**Exercise:** Look through the records below and collect all lines that hold the string "hand".

**Extracted entries:**
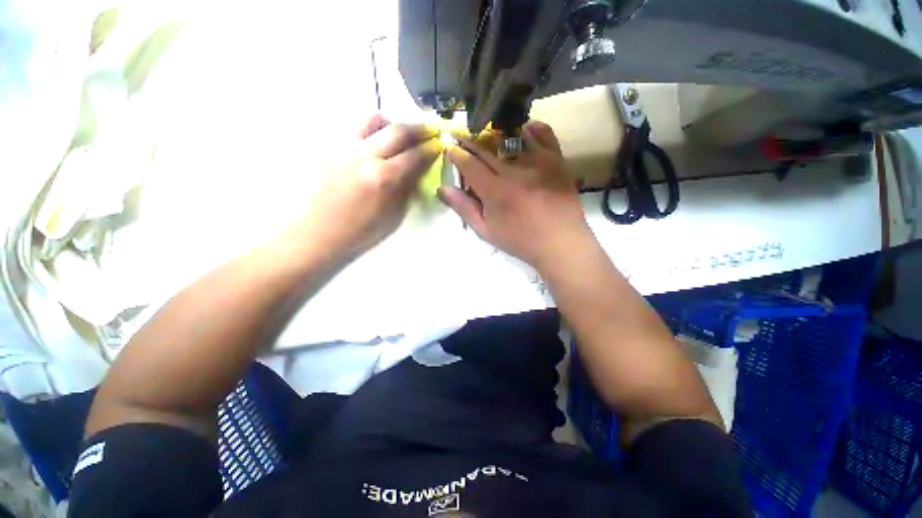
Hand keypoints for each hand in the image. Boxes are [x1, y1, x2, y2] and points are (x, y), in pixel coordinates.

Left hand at [295, 114, 440, 260]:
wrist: (322, 231)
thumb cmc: (362, 230)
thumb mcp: (394, 214)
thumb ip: (408, 188)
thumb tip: (419, 170)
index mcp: (384, 177)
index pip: (414, 155)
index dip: (430, 148)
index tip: (439, 144)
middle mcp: (366, 156)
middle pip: (397, 130)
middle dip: (418, 129)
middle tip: (429, 131)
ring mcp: (347, 149)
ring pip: (373, 120)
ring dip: (393, 124)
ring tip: (400, 135)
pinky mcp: (334, 149)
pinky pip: (358, 130)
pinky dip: (374, 131)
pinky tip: (377, 145)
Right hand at [441, 120, 591, 270]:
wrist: (560, 243)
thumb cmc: (520, 241)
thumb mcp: (486, 231)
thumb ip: (464, 208)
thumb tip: (442, 188)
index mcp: (495, 191)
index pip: (469, 164)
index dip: (456, 154)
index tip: (449, 148)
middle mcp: (514, 171)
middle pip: (486, 148)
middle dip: (470, 141)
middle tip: (461, 136)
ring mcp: (538, 162)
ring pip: (511, 138)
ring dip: (495, 134)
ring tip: (487, 135)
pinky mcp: (556, 160)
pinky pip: (544, 134)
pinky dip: (532, 129)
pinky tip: (524, 130)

**Solved exercise:**
Hand keypoints for each hand in the image. Boxes are [x1, y1, x2, y2] and points are (x, y), in pixel coordinates.
Left hand at [295, 114, 440, 260]:
Right hand at [441, 120, 591, 270]:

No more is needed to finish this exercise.